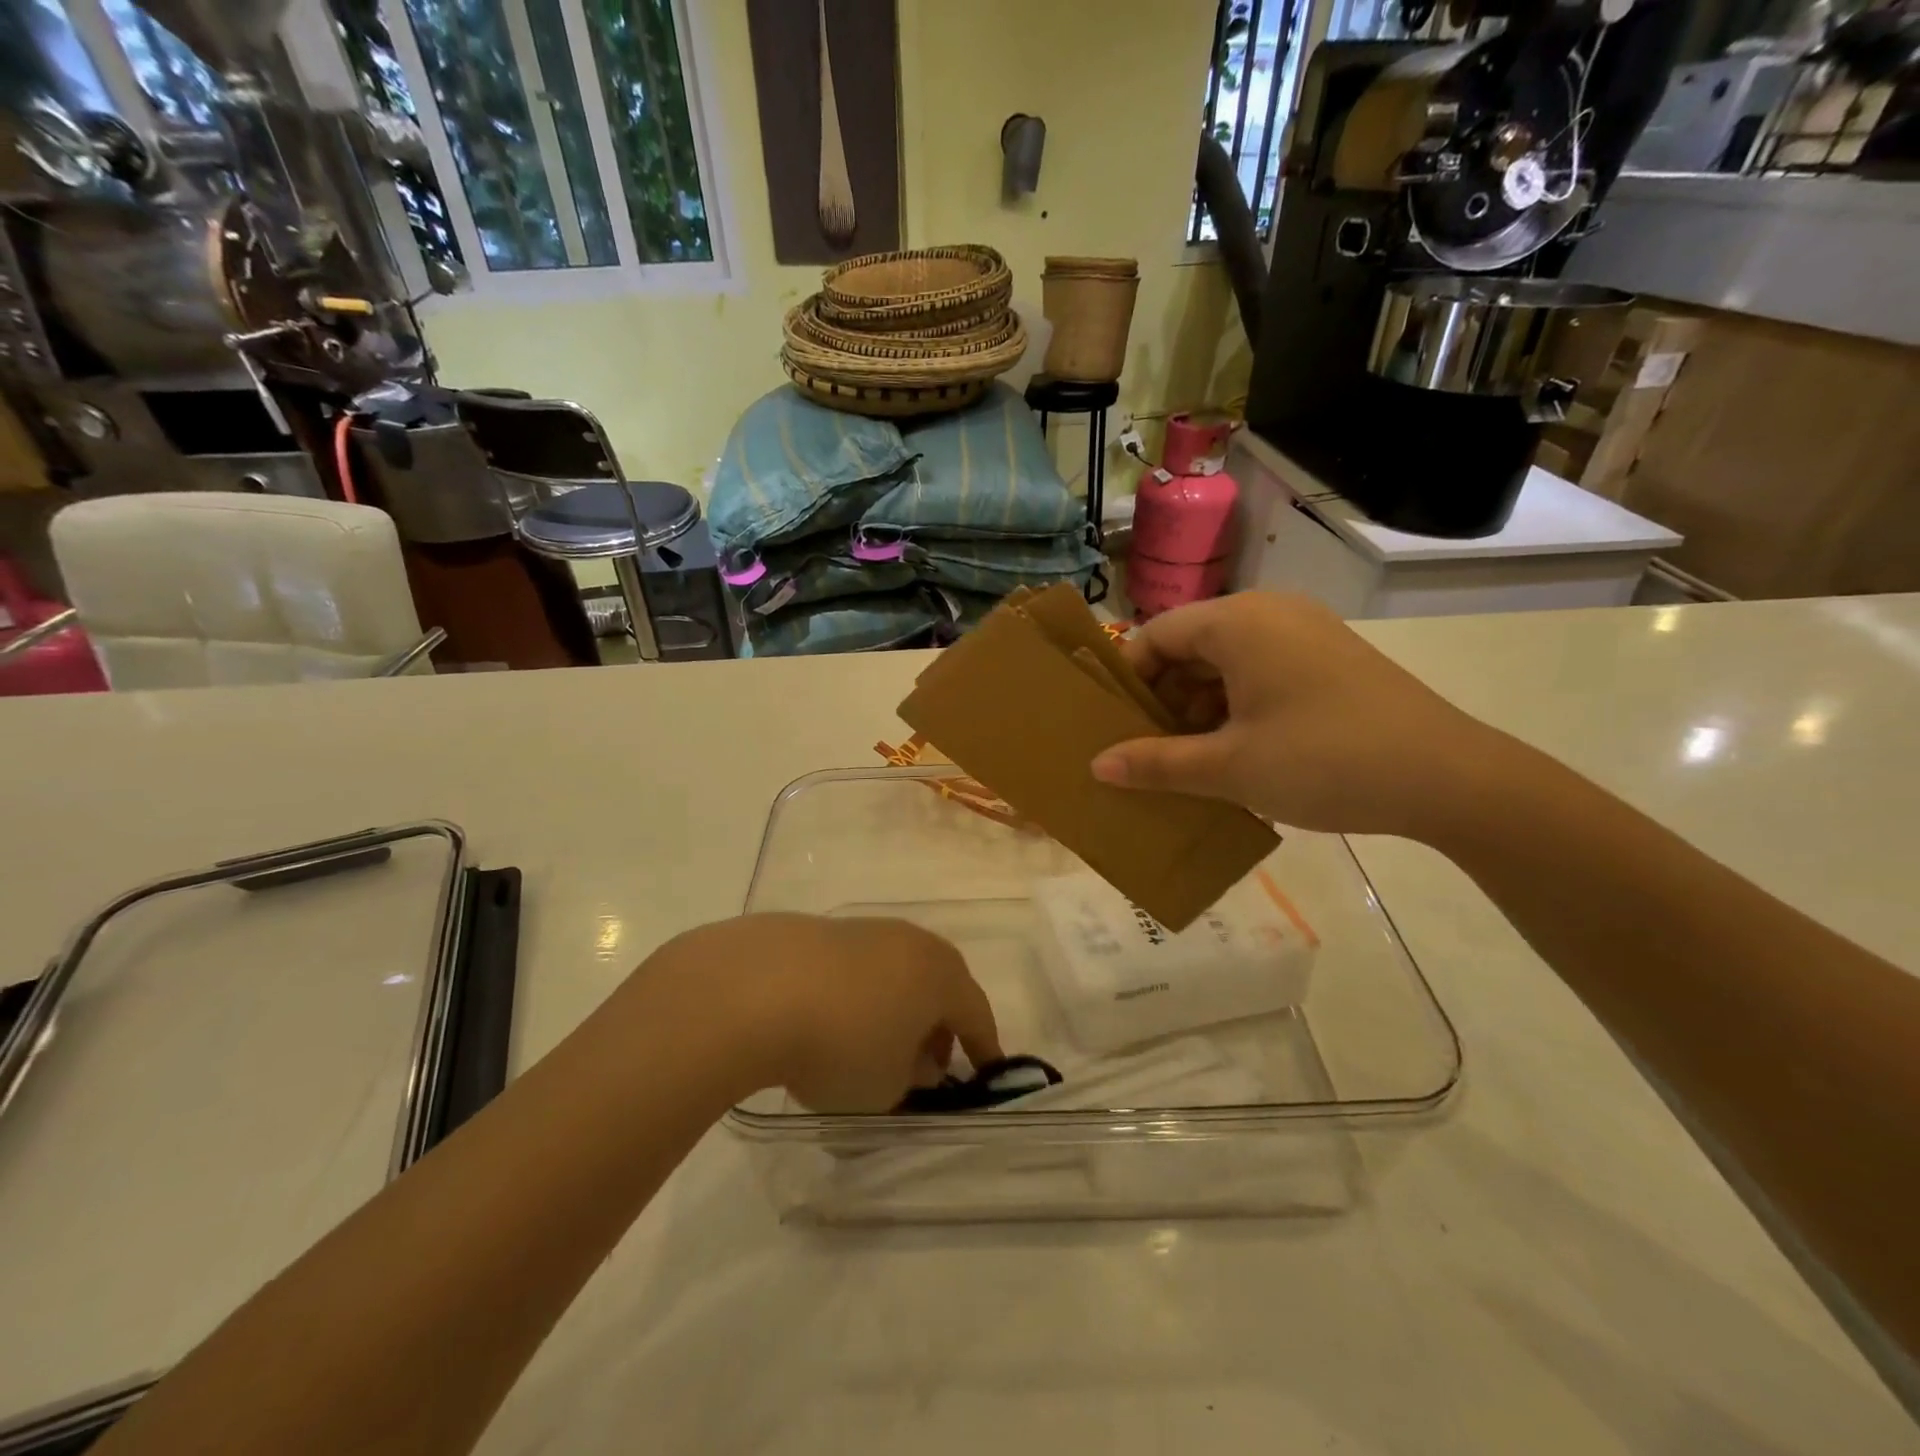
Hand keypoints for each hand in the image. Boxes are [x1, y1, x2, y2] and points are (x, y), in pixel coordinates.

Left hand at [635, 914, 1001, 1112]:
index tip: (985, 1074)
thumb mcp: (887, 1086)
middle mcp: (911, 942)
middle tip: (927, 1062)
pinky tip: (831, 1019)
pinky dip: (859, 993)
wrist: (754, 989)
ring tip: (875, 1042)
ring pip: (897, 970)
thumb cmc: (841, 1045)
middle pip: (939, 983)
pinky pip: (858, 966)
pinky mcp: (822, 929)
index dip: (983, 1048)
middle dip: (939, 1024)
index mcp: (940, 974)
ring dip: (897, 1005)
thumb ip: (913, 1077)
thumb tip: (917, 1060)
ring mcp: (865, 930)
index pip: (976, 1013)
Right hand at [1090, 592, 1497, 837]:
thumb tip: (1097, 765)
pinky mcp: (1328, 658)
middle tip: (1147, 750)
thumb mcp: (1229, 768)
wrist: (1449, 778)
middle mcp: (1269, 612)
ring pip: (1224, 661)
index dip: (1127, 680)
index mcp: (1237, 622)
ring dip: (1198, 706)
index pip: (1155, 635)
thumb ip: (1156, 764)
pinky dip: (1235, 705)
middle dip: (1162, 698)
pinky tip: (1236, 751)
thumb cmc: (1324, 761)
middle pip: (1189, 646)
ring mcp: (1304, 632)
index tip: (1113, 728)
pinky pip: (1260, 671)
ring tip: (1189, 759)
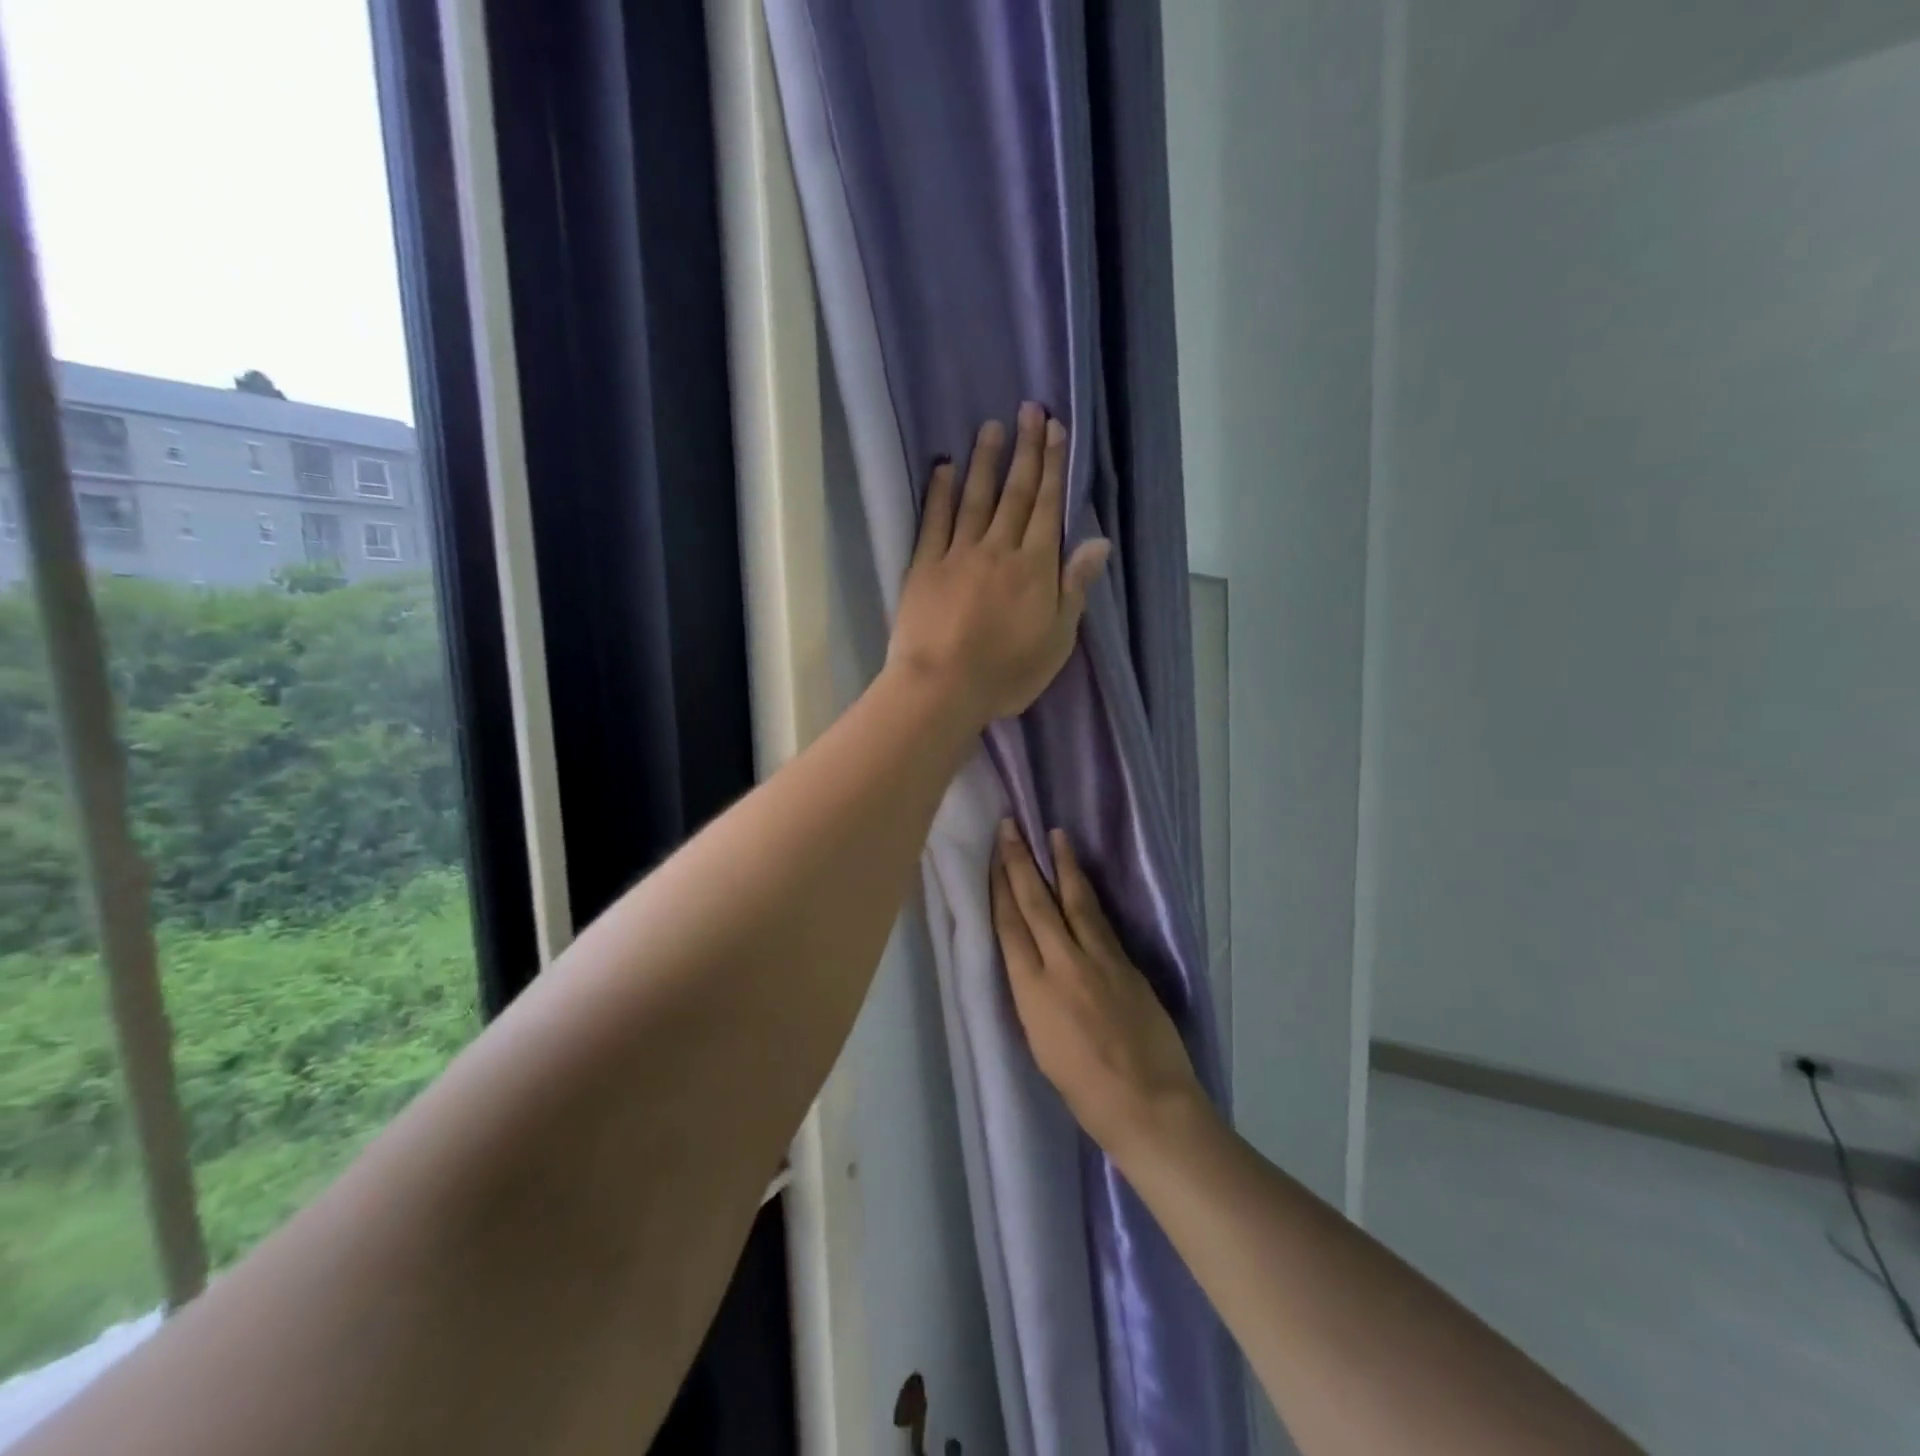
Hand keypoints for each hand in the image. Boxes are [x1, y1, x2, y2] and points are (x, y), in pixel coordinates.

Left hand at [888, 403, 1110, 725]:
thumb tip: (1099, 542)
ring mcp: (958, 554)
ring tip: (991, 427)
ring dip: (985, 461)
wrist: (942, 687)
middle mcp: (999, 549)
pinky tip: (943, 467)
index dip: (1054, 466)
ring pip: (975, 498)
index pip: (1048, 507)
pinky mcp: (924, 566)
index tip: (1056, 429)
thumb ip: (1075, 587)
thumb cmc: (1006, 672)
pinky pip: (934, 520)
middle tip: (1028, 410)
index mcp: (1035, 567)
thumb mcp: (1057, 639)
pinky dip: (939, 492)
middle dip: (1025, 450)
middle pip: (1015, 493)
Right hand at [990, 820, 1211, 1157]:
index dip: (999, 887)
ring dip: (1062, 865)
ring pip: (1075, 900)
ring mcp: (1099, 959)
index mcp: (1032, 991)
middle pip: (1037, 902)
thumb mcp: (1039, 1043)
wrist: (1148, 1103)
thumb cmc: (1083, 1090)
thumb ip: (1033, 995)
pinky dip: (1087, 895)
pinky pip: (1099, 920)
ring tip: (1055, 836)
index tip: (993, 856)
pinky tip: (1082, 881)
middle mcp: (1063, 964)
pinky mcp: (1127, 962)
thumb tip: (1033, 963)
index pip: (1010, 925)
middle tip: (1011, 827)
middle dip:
········
Output exactly, and only, the lines running from the one that contains "wrist: (1148, 1103)" through the last line of the entries above.

◆ Response to this task:
wrist: (1148, 1103)
thumb cmc: (1083, 1090)
thumb ip: (1033, 995)
pinky dip: (1087, 895)
pinky pip: (1099, 920)
ring tip: (1055, 836)
index tip: (993, 856)
pinky tip: (1082, 881)
middle mcp: (1063, 964)
pinky mcp: (1127, 962)
thumb tip: (1033, 963)
index pip: (1010, 925)
middle tip: (1011, 827)
middle dip:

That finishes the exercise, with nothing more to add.